## Work required
Retype all of the data exactly as given.

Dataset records
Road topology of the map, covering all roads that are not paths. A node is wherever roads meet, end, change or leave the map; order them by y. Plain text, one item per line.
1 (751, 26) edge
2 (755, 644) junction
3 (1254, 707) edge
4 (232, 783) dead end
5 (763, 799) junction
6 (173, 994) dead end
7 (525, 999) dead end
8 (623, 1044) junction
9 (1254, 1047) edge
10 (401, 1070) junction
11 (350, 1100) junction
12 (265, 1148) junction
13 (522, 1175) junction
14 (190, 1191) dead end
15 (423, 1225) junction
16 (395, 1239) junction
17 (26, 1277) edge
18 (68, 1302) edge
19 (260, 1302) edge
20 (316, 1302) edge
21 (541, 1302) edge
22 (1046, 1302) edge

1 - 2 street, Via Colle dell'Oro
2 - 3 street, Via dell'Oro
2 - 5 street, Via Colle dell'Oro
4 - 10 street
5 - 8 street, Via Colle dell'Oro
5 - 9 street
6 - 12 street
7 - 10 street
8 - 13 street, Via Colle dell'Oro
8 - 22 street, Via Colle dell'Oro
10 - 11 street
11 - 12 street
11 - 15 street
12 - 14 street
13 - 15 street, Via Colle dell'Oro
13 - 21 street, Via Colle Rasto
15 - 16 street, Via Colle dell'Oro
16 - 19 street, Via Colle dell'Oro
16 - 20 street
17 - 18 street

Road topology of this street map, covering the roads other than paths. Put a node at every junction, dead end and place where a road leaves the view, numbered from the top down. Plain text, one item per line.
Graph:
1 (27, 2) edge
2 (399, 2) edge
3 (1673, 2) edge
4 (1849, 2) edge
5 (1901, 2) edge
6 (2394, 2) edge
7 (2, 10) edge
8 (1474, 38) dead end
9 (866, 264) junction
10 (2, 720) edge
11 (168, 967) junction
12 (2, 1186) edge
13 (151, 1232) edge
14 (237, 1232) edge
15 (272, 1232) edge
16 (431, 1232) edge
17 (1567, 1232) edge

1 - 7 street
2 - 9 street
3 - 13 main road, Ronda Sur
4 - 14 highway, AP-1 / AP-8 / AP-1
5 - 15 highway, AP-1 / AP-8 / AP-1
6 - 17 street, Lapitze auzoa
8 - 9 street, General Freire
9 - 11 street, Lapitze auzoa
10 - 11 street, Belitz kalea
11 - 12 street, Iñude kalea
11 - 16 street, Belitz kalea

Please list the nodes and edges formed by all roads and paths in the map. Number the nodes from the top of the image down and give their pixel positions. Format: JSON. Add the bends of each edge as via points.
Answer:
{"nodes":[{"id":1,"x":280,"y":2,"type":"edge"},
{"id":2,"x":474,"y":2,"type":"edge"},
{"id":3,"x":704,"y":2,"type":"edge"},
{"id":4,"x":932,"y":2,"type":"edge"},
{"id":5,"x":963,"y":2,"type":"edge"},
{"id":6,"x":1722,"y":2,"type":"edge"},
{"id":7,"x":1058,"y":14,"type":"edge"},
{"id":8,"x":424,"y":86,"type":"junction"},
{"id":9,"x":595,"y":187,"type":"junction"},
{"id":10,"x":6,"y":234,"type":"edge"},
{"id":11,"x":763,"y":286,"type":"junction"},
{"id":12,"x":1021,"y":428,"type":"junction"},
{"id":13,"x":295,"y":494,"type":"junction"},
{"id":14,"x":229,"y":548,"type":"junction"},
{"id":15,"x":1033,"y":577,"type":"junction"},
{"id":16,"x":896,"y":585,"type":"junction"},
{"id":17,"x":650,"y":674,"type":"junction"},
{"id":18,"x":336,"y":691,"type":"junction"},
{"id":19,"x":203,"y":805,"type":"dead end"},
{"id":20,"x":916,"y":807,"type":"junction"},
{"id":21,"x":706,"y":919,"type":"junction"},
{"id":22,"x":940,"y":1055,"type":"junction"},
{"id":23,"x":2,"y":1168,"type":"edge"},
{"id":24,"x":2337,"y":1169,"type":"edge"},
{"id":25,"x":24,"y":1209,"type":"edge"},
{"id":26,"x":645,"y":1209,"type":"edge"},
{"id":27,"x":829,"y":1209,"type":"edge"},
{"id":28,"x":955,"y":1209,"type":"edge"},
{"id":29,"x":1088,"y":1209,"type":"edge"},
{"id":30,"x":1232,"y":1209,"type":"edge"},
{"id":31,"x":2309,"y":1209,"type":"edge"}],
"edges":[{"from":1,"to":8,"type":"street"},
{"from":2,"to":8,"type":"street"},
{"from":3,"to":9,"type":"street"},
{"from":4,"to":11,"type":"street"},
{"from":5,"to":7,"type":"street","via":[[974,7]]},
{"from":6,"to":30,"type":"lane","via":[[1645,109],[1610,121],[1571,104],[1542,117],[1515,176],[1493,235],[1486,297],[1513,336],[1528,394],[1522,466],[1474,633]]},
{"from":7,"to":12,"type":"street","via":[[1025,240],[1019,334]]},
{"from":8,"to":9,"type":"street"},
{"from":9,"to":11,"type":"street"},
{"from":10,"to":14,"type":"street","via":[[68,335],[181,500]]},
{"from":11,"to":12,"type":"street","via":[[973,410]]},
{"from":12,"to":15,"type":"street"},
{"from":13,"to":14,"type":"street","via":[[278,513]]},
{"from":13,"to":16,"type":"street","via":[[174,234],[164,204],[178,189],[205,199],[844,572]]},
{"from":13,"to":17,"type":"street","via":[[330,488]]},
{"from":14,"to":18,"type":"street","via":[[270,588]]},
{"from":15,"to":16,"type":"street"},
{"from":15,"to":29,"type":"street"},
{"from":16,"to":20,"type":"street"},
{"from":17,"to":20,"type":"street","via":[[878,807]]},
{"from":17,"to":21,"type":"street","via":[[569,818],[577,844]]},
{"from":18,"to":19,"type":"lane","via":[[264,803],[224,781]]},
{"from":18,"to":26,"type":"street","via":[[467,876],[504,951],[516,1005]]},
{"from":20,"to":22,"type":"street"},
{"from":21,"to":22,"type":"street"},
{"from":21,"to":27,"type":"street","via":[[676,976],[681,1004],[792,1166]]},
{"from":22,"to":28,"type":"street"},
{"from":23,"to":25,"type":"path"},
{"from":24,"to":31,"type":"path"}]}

## Answer
Road topology of the map, covering all roads that are not paths. A node is wherever roads meet, end, change or leave the map; order them by y. Plain text, one item per line.
1 (751, 26) edge
2 (755, 644) junction
3 (1254, 707) edge
4 (232, 783) dead end
5 (763, 799) junction
6 (173, 994) dead end
7 (525, 999) dead end
8 (623, 1044) junction
9 (1254, 1047) edge
10 (401, 1070) junction
11 (350, 1100) junction
12 (265, 1148) junction
13 (522, 1175) junction
14 (190, 1191) dead end
15 (423, 1225) junction
16 (395, 1239) junction
17 (26, 1277) edge
18 (68, 1302) edge
19 (260, 1302) edge
20 (316, 1302) edge
21 (541, 1302) edge
22 (1046, 1302) edge

1 - 2 street, Via Colle dell'Oro
2 - 3 street, Via dell'Oro
2 - 5 street, Via Colle dell'Oro
4 - 10 street
5 - 8 street, Via Colle dell'Oro
5 - 9 street
6 - 12 street
7 - 10 street
8 - 13 street, Via Colle dell'Oro
8 - 22 street, Via Colle dell'Oro
10 - 11 street
11 - 12 street
11 - 15 street
12 - 14 street
13 - 15 street, Via Colle dell'Oro
13 - 21 street, Via Colle Rasto
15 - 16 street, Via Colle dell'Oro
16 - 19 street, Via Colle dell'Oro
16 - 20 street
17 - 18 street

Road topology of this street map, covering the roads other than paths. Put a node at every junction, dead end and place where a road leaves the view, numbered from the top down. Plain text, one item per line.
Graph:
1 (27, 2) edge
2 (399, 2) edge
3 (1673, 2) edge
4 (1849, 2) edge
5 (1901, 2) edge
6 (2394, 2) edge
7 (2, 10) edge
8 (1474, 38) dead end
9 (866, 264) junction
10 (2, 720) edge
11 (168, 967) junction
12 (2, 1186) edge
13 (151, 1232) edge
14 (237, 1232) edge
15 (272, 1232) edge
16 (431, 1232) edge
17 (1567, 1232) edge

1 - 7 street
2 - 9 street
3 - 13 main road, Ronda Sur
4 - 14 highway, AP-1 / AP-8 / AP-1
5 - 15 highway, AP-1 / AP-8 / AP-1
6 - 17 street, Lapitze auzoa
8 - 9 street, General Freire
9 - 11 street, Lapitze auzoa
10 - 11 street, Belitz kalea
11 - 12 street, Iñude kalea
11 - 16 street, Belitz kalea

Please list the nodes and edges formed by all roads and paths in the map. Number the nodes from the top of the image down and give their pixel positions. Format: JSON. Add the bends of each edge as via points.
Answer:
{"nodes":[{"id":1,"x":280,"y":2,"type":"edge"},
{"id":2,"x":474,"y":2,"type":"edge"},
{"id":3,"x":704,"y":2,"type":"edge"},
{"id":4,"x":932,"y":2,"type":"edge"},
{"id":5,"x":963,"y":2,"type":"edge"},
{"id":6,"x":1722,"y":2,"type":"edge"},
{"id":7,"x":1058,"y":14,"type":"edge"},
{"id":8,"x":424,"y":86,"type":"junction"},
{"id":9,"x":595,"y":187,"type":"junction"},
{"id":10,"x":6,"y":234,"type":"edge"},
{"id":11,"x":763,"y":286,"type":"junction"},
{"id":12,"x":1021,"y":428,"type":"junction"},
{"id":13,"x":295,"y":494,"type":"junction"},
{"id":14,"x":229,"y":548,"type":"junction"},
{"id":15,"x":1033,"y":577,"type":"junction"},
{"id":16,"x":896,"y":585,"type":"junction"},
{"id":17,"x":650,"y":674,"type":"junction"},
{"id":18,"x":336,"y":691,"type":"junction"},
{"id":19,"x":203,"y":805,"type":"dead end"},
{"id":20,"x":916,"y":807,"type":"junction"},
{"id":21,"x":706,"y":919,"type":"junction"},
{"id":22,"x":940,"y":1055,"type":"junction"},
{"id":23,"x":2,"y":1168,"type":"edge"},
{"id":24,"x":2337,"y":1169,"type":"edge"},
{"id":25,"x":24,"y":1209,"type":"edge"},
{"id":26,"x":645,"y":1209,"type":"edge"},
{"id":27,"x":829,"y":1209,"type":"edge"},
{"id":28,"x":955,"y":1209,"type":"edge"},
{"id":29,"x":1088,"y":1209,"type":"edge"},
{"id":30,"x":1232,"y":1209,"type":"edge"},
{"id":31,"x":2309,"y":1209,"type":"edge"}],
"edges":[{"from":1,"to":8,"type":"street"},
{"from":2,"to":8,"type":"street"},
{"from":3,"to":9,"type":"street"},
{"from":4,"to":11,"type":"street"},
{"from":5,"to":7,"type":"street","via":[[974,7]]},
{"from":6,"to":30,"type":"lane","via":[[1645,109],[1610,121],[1571,104],[1542,117],[1515,176],[1493,235],[1486,297],[1513,336],[1528,394],[1522,466],[1474,633]]},
{"from":7,"to":12,"type":"street","via":[[1025,240],[1019,334]]},
{"from":8,"to":9,"type":"street"},
{"from":9,"to":11,"type":"street"},
{"from":10,"to":14,"type":"street","via":[[68,335],[181,500]]},
{"from":11,"to":12,"type":"street","via":[[973,410]]},
{"from":12,"to":15,"type":"street"},
{"from":13,"to":14,"type":"street","via":[[278,513]]},
{"from":13,"to":16,"type":"street","via":[[174,234],[164,204],[178,189],[205,199],[844,572]]},
{"from":13,"to":17,"type":"street","via":[[330,488]]},
{"from":14,"to":18,"type":"street","via":[[270,588]]},
{"from":15,"to":16,"type":"street"},
{"from":15,"to":29,"type":"street"},
{"from":16,"to":20,"type":"street"},
{"from":17,"to":20,"type":"street","via":[[878,807]]},
{"from":17,"to":21,"type":"street","via":[[569,818],[577,844]]},
{"from":18,"to":19,"type":"lane","via":[[264,803],[224,781]]},
{"from":18,"to":26,"type":"street","via":[[467,876],[504,951],[516,1005]]},
{"from":20,"to":22,"type":"street"},
{"from":21,"to":22,"type":"street"},
{"from":21,"to":27,"type":"street","via":[[676,976],[681,1004],[792,1166]]},
{"from":22,"to":28,"type":"street"},
{"from":23,"to":25,"type":"path"},
{"from":24,"to":31,"type":"path"}]}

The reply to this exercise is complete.